Article 71 - Implementation in Kind of a Part of the Contract if the Non-implemented Part is small
If a party in the contract was unable to perform his share entirely and the part that was left without implementation was of a
small value compared to the total and subject to monetary compensation, then the Court, upon the request of any party, may
order implementation in kind of the part of the contract that can be implemented and may grant monetary compensation for
the negligence.
Article 72 - Implementation in Kind of a Part of the Contract if the Non-implemented Part is big
If a party in the contract was unable to perform his part entirely and the part left without implementation constitutes a fair
amount of the total or cannot be compensated with cash, he shall not have the right to obtain a decision of implementation in
kind.

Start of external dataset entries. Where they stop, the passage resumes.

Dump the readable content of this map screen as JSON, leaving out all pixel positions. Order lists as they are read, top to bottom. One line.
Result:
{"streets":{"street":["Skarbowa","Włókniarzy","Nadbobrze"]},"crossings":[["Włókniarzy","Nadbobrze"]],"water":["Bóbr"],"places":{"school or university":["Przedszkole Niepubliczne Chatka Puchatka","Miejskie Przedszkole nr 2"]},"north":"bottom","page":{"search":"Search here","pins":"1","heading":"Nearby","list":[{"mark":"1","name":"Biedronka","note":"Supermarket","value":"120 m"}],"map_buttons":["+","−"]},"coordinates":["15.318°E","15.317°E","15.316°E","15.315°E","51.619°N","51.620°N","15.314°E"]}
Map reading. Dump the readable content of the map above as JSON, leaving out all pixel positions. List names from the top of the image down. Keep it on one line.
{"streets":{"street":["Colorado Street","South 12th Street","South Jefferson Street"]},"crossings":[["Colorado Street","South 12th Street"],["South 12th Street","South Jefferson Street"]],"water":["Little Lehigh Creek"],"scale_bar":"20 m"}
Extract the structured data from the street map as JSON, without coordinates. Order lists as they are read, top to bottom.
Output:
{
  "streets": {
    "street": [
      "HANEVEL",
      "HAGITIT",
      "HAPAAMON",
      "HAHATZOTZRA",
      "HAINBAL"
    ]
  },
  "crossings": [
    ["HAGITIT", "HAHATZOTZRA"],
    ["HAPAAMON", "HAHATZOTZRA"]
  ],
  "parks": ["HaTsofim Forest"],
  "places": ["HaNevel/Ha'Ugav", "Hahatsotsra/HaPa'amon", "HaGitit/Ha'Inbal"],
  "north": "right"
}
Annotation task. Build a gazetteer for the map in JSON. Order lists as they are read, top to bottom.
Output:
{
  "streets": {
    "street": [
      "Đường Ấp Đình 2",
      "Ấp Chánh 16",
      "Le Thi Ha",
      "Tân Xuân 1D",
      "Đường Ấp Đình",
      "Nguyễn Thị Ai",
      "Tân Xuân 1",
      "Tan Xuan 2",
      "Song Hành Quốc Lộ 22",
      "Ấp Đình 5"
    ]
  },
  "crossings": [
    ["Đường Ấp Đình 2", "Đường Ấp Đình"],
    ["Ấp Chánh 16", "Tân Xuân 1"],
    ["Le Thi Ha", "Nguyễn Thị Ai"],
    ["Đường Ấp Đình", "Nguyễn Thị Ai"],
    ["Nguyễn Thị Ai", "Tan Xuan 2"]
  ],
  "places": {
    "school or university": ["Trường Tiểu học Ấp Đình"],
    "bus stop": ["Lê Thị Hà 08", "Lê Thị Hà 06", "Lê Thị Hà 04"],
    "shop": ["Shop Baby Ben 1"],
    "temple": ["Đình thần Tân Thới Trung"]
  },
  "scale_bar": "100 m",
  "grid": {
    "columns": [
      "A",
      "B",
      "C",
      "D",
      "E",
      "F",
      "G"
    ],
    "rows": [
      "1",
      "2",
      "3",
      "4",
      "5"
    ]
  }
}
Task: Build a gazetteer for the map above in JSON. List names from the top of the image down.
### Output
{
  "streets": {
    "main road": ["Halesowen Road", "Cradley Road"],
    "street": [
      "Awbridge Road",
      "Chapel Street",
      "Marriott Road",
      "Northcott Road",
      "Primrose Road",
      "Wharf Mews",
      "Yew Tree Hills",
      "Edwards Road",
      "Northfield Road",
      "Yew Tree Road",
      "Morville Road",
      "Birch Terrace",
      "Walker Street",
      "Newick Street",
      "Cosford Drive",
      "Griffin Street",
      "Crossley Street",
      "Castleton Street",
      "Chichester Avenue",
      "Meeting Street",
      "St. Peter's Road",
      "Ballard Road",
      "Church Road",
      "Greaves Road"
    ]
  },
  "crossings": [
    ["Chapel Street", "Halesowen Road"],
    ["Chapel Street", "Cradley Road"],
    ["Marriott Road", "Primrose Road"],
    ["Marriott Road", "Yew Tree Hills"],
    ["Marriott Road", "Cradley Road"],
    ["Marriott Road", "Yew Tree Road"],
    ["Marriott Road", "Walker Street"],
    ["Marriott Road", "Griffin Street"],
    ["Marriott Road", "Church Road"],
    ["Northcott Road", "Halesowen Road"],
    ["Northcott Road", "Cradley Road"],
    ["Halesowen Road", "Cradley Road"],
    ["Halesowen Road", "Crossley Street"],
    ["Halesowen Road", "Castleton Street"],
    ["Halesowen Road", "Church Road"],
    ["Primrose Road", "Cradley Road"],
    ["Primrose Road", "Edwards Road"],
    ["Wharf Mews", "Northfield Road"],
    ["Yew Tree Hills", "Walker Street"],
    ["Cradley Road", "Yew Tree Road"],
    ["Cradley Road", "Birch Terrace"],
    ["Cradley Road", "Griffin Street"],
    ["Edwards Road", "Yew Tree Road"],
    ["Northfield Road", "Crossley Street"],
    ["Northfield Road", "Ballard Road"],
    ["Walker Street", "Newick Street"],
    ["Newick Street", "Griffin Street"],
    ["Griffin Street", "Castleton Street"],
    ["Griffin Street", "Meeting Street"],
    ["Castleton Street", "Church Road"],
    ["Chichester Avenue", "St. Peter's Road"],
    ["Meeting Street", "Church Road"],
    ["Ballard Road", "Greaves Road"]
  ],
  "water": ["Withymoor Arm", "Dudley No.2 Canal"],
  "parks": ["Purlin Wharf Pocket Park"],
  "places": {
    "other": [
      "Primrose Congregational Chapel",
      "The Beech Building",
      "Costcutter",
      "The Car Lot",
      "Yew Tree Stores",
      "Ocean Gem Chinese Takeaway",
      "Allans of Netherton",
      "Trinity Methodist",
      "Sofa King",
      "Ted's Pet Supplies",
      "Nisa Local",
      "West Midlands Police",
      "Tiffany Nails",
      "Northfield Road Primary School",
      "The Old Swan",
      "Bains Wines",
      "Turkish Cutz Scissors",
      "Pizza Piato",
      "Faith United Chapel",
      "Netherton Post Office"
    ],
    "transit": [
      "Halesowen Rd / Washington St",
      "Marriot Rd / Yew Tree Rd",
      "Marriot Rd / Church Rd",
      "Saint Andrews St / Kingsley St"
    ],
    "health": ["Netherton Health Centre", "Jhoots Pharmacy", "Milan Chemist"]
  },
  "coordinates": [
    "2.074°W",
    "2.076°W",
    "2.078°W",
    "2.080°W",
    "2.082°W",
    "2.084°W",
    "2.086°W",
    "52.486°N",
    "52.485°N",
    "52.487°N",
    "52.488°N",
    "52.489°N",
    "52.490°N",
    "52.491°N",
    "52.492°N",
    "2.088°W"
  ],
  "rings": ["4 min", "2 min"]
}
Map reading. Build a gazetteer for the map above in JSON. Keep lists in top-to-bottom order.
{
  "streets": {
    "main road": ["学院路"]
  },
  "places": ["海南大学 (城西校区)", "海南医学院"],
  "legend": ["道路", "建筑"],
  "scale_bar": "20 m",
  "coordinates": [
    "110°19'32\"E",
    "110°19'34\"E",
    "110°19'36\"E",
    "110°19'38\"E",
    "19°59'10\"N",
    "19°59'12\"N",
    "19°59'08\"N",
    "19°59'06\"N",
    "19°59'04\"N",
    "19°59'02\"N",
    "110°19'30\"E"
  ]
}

However, the Court may, upon the request of the other party, order the withdrawing party to implement in kind his part
of the contract that can be implemented, provided that the plaintiff waives any claim of implementation of the rest and any
right of compensation, whether by compensation for the negligence or for the loss or damage resulting from the neglect of the
defendant.
Article 74 - Impediments of Implementation in Kind of a Part of the Contract in the Other Cases
The Court shall not order implementation in kind of a part of the contract except in the cases stated in the last three preceding
Articles.
Article 75 - Rights of the Purchaser and Tenant towards the Seller and the Lessor of an Incomplete
Property
If a person concludes a contract for the sale or rent of a particular property, even though such property is incomplete, the
purchaser or the tenant shall have the following rights (unless it is stipulated otherwise in this Title):
(a) If the seller or lessor has, after the sale or rent, a benefit in the money, the purchaser or the tenant may oblige him to
implement the contract to the extent allowed by the said interest.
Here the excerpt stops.